You can find the list of the most common SPAM words here.

Keywords

Keyword-stuffed emails (emails packed with as many keywords as possible) can get a lower rank, because it is obvious that they are written for a robot, not for a human.

Thus always write a copy for real people keeping in mind their needs and wants.

5. Email Contents

Embedded content

Embedded content is another factor that can trigger SPAM filters. You should not include in your email embedded

  • Images
  • Videos
  • Java scripts
  • Flash
  • Survey forms

Even if SPAM filters will let your email through, most email clients will not allow flash, video or Java Script to run.

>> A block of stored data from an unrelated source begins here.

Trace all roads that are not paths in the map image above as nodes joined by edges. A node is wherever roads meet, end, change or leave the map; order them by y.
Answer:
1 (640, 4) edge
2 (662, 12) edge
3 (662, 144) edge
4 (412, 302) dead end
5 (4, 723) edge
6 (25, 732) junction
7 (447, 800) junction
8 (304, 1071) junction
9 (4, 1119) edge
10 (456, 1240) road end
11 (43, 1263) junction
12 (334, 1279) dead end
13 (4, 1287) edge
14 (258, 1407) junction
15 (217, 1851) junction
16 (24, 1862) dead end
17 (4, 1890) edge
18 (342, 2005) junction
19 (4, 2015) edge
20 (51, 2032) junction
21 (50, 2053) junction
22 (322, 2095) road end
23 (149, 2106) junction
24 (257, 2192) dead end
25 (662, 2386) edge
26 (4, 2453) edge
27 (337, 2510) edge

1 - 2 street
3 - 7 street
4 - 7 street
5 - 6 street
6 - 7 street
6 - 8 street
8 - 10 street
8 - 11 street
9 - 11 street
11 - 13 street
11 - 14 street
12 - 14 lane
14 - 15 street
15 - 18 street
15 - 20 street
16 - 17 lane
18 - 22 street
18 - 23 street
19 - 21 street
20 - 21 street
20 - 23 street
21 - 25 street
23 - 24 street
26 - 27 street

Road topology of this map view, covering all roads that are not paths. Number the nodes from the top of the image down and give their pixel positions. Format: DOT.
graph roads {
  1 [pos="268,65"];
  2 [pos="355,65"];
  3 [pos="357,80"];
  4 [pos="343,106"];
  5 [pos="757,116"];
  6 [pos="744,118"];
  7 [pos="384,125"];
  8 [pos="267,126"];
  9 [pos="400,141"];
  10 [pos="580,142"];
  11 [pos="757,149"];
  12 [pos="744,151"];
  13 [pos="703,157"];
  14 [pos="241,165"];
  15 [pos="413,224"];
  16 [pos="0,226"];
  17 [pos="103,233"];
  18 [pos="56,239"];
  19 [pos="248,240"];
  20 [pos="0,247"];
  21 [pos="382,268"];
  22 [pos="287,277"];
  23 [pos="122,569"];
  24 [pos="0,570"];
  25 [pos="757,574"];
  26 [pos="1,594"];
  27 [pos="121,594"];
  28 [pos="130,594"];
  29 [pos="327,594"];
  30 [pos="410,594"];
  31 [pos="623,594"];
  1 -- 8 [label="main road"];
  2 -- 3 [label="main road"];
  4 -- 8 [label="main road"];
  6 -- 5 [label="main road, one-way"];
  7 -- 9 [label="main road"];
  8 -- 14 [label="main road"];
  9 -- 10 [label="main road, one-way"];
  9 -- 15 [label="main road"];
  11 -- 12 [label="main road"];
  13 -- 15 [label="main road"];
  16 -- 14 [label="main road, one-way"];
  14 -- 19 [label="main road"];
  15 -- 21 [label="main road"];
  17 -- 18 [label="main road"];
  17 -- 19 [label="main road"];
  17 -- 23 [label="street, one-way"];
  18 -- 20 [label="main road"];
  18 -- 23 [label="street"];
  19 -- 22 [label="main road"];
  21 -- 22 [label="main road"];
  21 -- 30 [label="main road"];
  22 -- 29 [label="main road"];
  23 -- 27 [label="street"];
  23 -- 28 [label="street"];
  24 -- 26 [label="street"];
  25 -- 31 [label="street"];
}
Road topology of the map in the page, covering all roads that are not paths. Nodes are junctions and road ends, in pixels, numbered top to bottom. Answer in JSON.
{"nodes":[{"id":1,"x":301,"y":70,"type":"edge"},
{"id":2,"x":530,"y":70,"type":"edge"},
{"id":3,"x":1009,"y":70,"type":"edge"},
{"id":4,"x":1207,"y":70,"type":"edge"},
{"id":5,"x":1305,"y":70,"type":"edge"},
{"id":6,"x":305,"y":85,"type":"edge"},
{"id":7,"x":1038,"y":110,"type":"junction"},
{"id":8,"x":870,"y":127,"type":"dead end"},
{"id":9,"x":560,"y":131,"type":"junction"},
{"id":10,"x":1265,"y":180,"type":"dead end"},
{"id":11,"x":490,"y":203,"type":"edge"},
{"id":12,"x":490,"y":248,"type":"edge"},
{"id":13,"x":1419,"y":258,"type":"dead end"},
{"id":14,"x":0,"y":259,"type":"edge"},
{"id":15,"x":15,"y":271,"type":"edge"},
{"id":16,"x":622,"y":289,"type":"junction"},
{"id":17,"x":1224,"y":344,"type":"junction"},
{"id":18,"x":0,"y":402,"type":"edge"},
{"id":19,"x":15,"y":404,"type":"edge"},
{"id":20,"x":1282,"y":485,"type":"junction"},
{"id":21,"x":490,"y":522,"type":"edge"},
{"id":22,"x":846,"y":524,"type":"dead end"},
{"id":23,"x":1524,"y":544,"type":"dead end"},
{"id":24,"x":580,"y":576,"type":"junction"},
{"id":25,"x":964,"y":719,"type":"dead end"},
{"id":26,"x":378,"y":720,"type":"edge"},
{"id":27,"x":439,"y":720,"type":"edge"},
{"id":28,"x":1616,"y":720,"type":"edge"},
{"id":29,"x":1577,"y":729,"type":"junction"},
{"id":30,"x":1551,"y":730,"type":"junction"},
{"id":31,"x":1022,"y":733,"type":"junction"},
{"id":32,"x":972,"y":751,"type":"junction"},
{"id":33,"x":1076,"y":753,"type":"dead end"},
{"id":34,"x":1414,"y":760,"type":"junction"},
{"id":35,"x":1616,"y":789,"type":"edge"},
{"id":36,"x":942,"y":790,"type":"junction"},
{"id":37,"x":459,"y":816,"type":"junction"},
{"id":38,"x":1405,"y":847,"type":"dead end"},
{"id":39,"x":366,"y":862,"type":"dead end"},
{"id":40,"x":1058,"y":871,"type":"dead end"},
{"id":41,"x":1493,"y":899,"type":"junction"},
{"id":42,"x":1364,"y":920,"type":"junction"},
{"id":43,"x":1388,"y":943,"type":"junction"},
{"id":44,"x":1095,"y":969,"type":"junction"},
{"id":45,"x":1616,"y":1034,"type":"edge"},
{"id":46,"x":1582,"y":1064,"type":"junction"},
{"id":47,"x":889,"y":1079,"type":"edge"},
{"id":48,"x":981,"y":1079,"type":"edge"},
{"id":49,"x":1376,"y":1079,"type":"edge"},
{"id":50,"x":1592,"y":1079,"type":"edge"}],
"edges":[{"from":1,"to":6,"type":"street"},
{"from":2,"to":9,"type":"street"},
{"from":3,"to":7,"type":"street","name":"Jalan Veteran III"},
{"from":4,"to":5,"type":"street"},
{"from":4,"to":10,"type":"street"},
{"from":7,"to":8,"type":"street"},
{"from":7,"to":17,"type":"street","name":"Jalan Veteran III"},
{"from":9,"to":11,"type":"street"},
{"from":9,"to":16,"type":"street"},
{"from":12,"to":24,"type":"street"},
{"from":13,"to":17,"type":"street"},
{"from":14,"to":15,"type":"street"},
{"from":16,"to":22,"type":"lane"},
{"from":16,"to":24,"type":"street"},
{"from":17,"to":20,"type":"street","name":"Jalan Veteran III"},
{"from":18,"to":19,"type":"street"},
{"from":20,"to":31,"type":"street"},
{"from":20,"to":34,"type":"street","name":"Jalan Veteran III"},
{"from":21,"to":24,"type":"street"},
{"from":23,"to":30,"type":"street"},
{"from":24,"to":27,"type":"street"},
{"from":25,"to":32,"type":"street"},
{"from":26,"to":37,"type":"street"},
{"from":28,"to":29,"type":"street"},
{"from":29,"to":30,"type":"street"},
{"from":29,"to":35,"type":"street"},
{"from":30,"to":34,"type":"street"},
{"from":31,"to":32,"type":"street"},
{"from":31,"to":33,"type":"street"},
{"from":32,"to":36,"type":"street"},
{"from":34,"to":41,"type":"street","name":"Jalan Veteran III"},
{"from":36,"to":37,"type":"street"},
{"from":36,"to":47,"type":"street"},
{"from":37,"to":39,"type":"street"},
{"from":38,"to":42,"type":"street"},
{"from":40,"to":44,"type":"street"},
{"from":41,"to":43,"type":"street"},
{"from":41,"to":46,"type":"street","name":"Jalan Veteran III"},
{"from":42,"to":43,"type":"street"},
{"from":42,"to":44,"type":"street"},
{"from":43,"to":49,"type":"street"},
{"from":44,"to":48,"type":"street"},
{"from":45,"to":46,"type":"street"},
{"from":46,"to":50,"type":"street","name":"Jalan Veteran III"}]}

The solution here could be including links to the videos in your email.

The same is applied to images. As emails with a lot of embedded videos can look very suspicions for SPAM filters, replace them with links. Check out more tips about effective use of images in emails in our article here.

Concerning the forms, create your survey somewhere on external platform and then add a link to it hidden in a call to action button.

Images

So, you have learned already that you should avoid embedding images in your emails.

Besides that, you also should avoid making your email one big image. It is an old trick used by spammers to hide SPAM filter triggering words in the image rather than include them in email text.

In some spam filters plenty of images is a sure sign of SPAM.

So, keep your text/image balance in check and try not to have more than 30% of images in your email.

SPAM filters check the links in your email.

If the links lead to a domain with poor reputation, you will be penalized.

Also, don’t include links created by link shortening services. They also may cause delivery issues.

Attachments

Word or PDF files attached to emails you send in bulk can be a legitimate reason for SPAM filters to define your email as SPAM.

Instead of attaching files to your email, upload them somewhere and then add in your email a download link with call to action button.